In order to improve the diagnostic efficacy of our criteria, we suggest the use of a combined criteria of two factors- generalized non-specific persistent pain on presentation and vitamin D levels <19.23ng/ml and found it to be highly specific (93.8%). If all the cases diagnosed as positive by clinical and dietary criteria are also included in these criteria then it turns out of be 85% specific.
This modified two-component criteria was 85% sensitive, 93.8% specific had a positive predictive value of 77.3% and a negative predictive value of 96.2% and diagnostic efficacy of 81.2%. (Table 6). The criteria developed in present study was developed in a specific population and was validated against an already existing non-invasive diagnostic criteria, however, its efficacy against biopsy proven cases of Osteomalacia needs further evaluation apart from its validation in different population groups. If the proposed criteria emerges as a useful utility against both biopsy proven Osteomalacia cases and is applicable in various populations then it can be used as a simplified diagnostic tool with adequate accuracy, however, even in its present form it is a useful criteria for assessment of Osteomalacia and can be used in a low resource setting.

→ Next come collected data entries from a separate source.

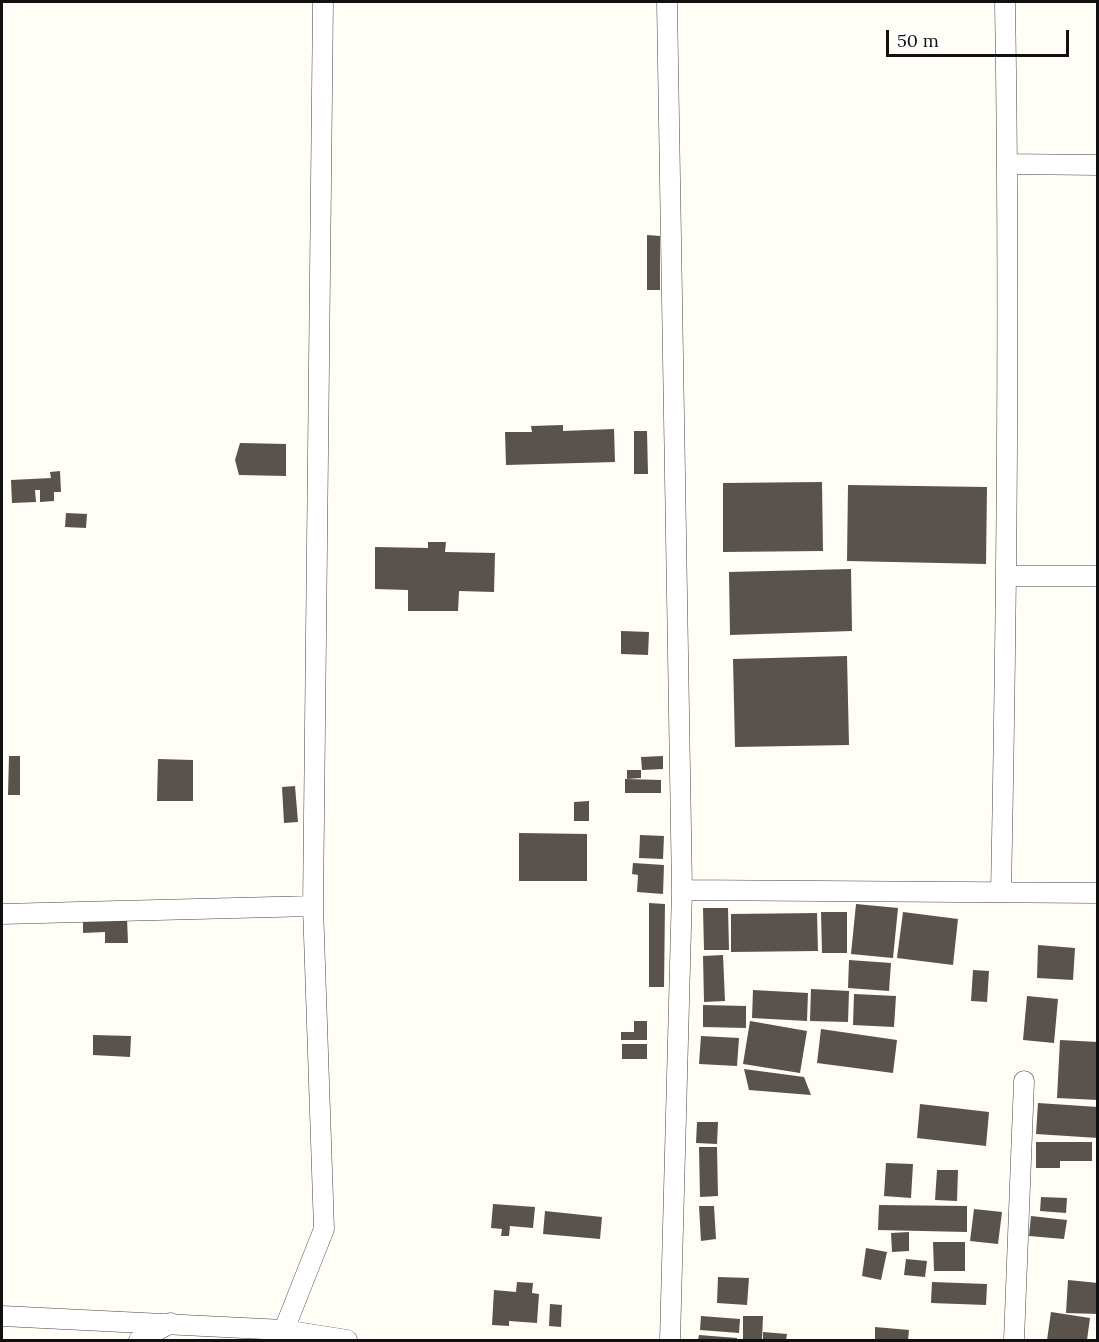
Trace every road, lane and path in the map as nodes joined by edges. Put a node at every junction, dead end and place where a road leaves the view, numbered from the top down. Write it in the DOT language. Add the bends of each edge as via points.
graph roads {
  1 [pos="323,2"];
  2 [pos="667,2"];
  3 [pos="1005,2"];
  4 [pos="1008,164"];
  5 [pos="1098,165"];
  6 [pos="1007,576"];
  7 [pos="1098,576"];
  8 [pos="682,890"];
  9 [pos="1001,892"];
  10 [pos="1098,893"];
  11 [pos="313,906"];
  12 [pos="2,914"];
  13 [pos="1023,1082"];
  14 [pos="2,1316"];
  15 [pos="171,1323"];
  16 [pos="283,1335"];
  17 [pos="139,1341"];
  18 [pos="346,1341"];
  19 [pos="670,1341"];
  20 [pos="1014,1341"];
  1 -- 11 [label="street"];
  2 -- 8 [label="street"];
  3 -- 4 [label="street"];
  4 -- 5 [label="street"];
  4 -- 6 [label="street"];
  6 -- 7 [label="street"];
  6 -- 9 [label="street"];
  8 -- 9 [label="street"];
  8 -- 19 [label="street"];
  9 -- 10 [label="street"];
  11 -- 12 [label="street"];
  11 -- 16 [label="street" via="324,1229"];
  13 -- 20 [label="street"];
  14 -- 15 [label="street"];
  15 -- 16 [label="street"];
  15 -- 17 [label="street"];
  16 -- 18 [label="street"];
}
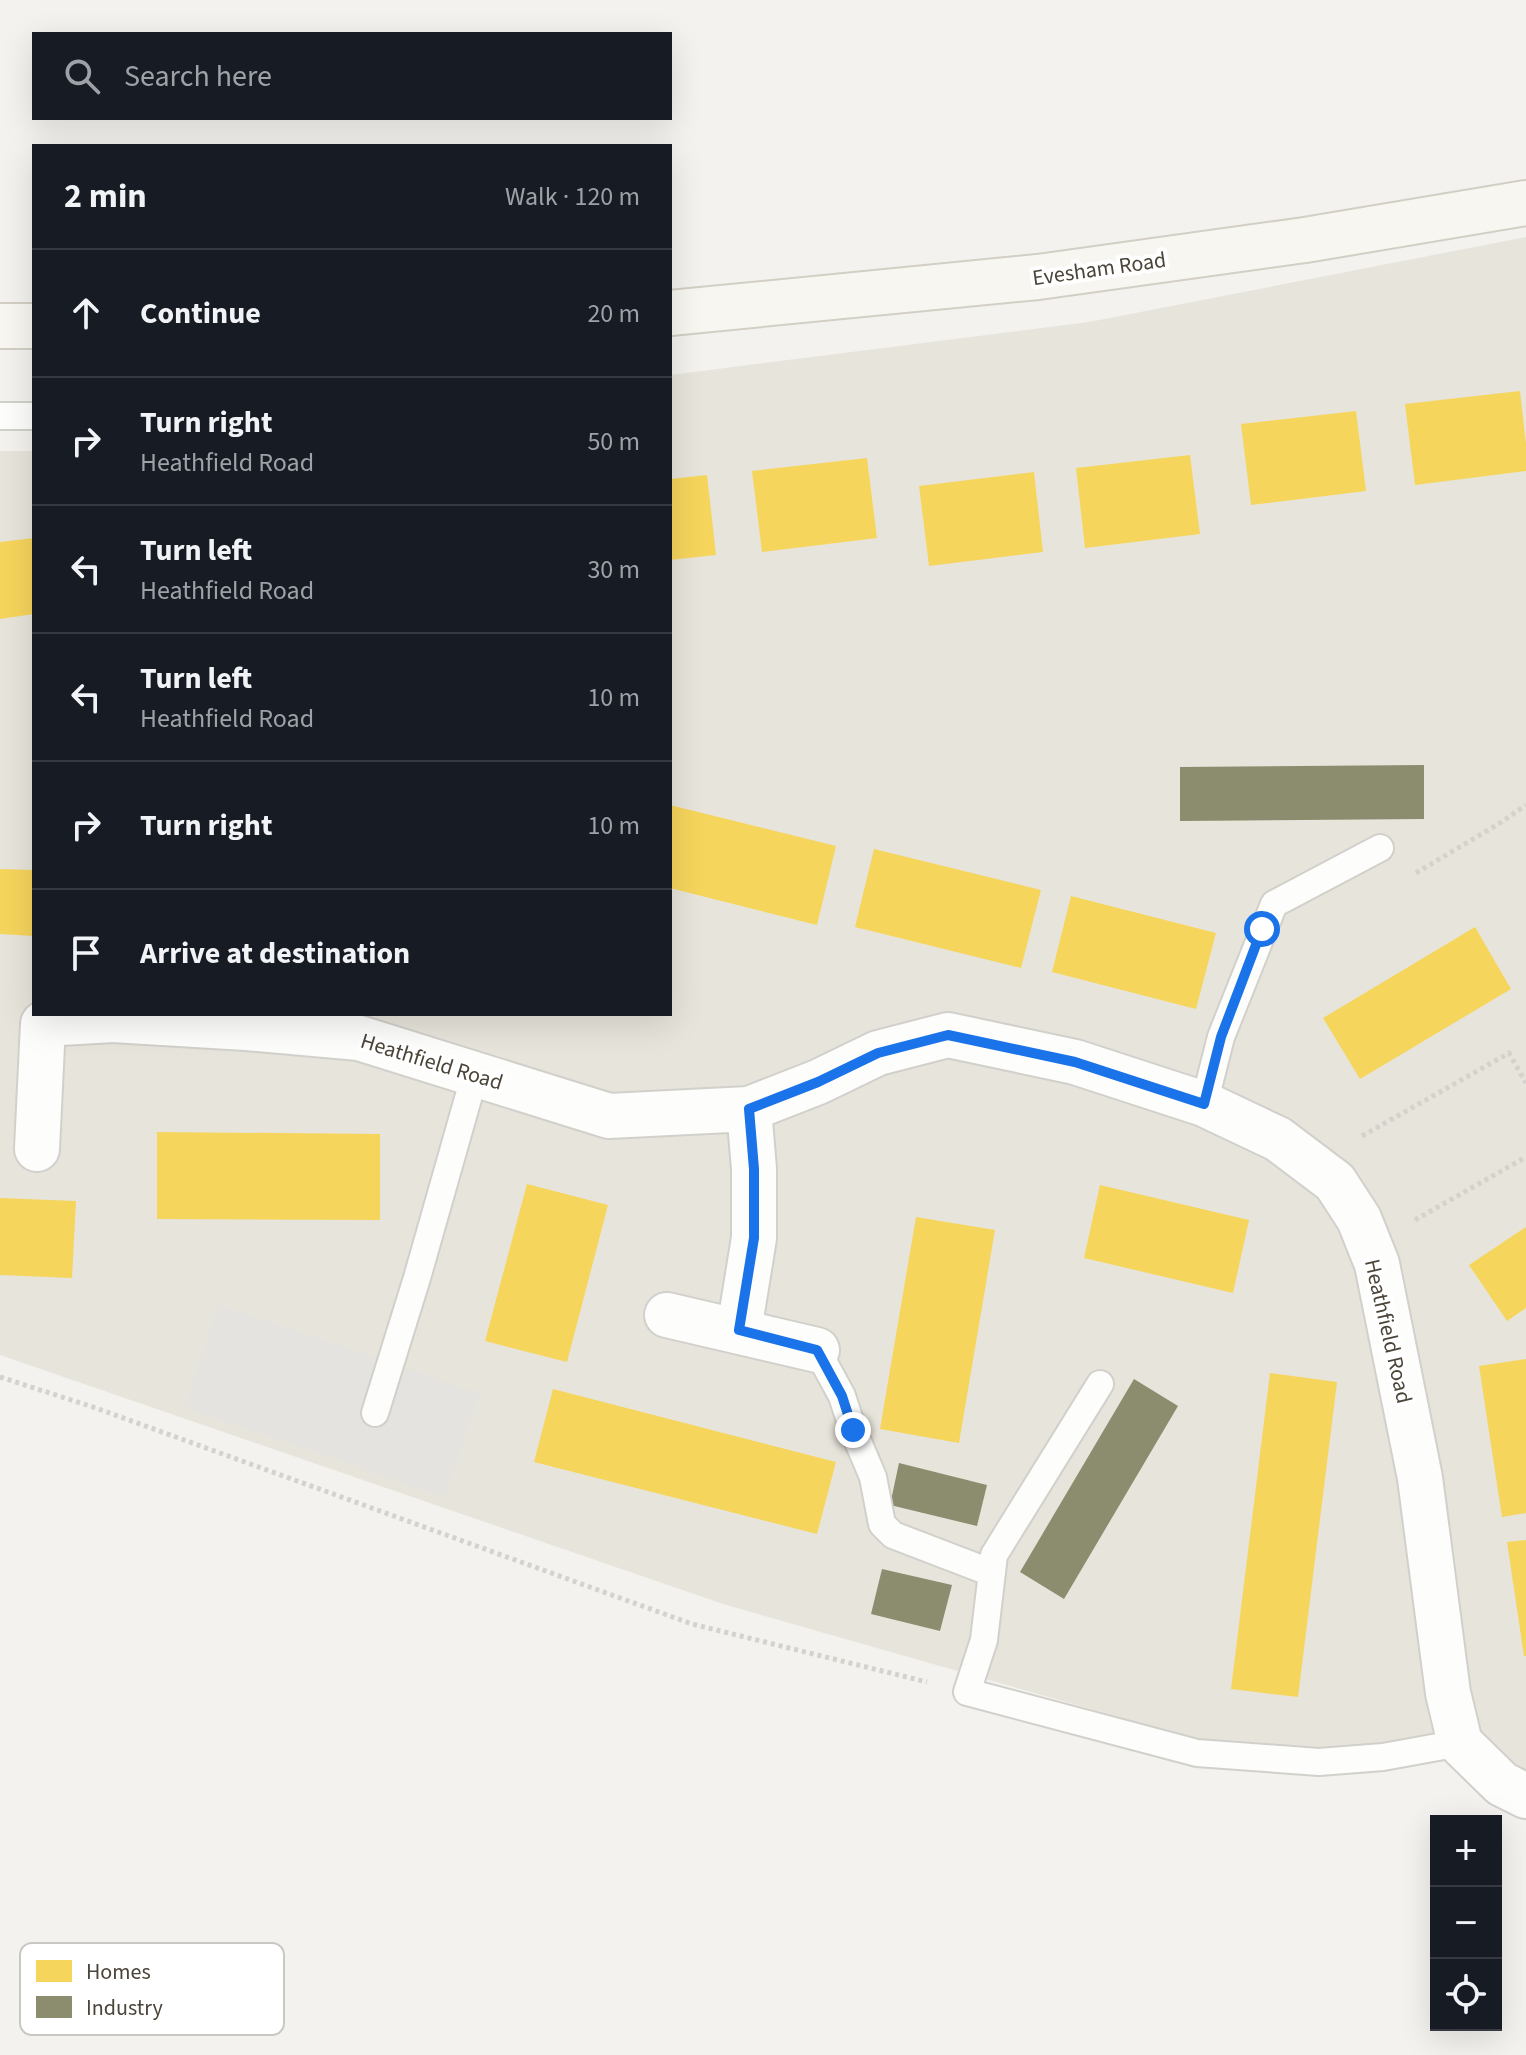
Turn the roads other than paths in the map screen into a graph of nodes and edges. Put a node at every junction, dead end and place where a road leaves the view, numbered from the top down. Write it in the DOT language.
graph roads {
  1 [pos="1526,203"];
  2 [pos="676,315"];
  3 [pos="0,326"];
  4 [pos="32,326"];
  5 [pos="0,416"];
  6 [pos="32,416"];
  7 [pos="1380,848"];
  8 [pos="475,1074"];
  9 [pos="1204,1104"];
  10 [pos="749,1109"];
  11 [pos="37,1149"];
  12 [pos="667,1315"];
  13 [pos="739,1330"];
  14 [pos="817,1350"];
  15 [pos="1100,1384"];
  16 [pos="375,1413"];
  17 [pos="992,1573"];
  18 [pos="1460,1743"];
  19 [pos="1526,1796"];
  1 -- 2 [label="main road, Evesham Road"];
  3 -- 4 [label="main road"];
  5 -- 6 [label="lane"];
  7 -- 9 [label="lane"];
  8 -- 10 [label="street, Heathfield Road"];
  8 -- 11 [label="street, Heathfield Road"];
  8 -- 16 [label="lane"];
  9 -- 10 [label="street, Heathfield Road"];
  9 -- 18 [label="street, Heathfield Road"];
  10 -- 13 [label="street"];
  12 -- 13 [label="street"];
  13 -- 14 [label="street"];
  14 -- 17 [label="lane"];
  15 -- 17 [label="lane"];
  17 -- 18 [label="lane"];
  18 -- 19 [label="street"];
}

Generalized Body Pain + Vitamin D <19.23 ng/ml or Positive in Clinical Criteria

Osteomalacia

Total

Positive

Suspect/ Negative

Positive

17

5

22

Negative

3

75

78

Total

20

80

100

Table 6: Comparison of various parameters in diagnosis of Osteomalacia.
Sensitivity = 85%; Specificity = 93.8%, PPV = 77.3%; NPV = 96.2%; YI=81.2%

Conclusion

Persistent non-specific generalized musculoskeletal pain was independent of age, more common in females, middle income groups (probably related with low physical activity), vegetarians /occasional non-vegetarians and those who did not consume milk or consumed milk irregularly. It did not show an association with BMI, but had an association with multiple sites of pain. A high prevalence of anemia indicated the role of nutritional deficiencies in the cause-effect relationship of persistent non-specific generalized musculoskeletal pain with vitamin D, calcium-phosphorus product, alkaline phosphatase and serum parathyroid hormone levels.
The present study thus highlights the different causes of persistent non-specific generalized musculoskeletal pain and evolved simplified two-component criteria which were close to multiple-component criteria (McKenna Diagnostic index) in terms of accuracy. Pending the evaluation of these newly evolved criteria against biopsy proven Osteomalacia cases and its utility in various population groups, the criteria can be used as a preliminary assessment tool for diagnosis of Osteomalacia in low-resource setting. Further studies for improvement, validation and reliability assessment are recommended.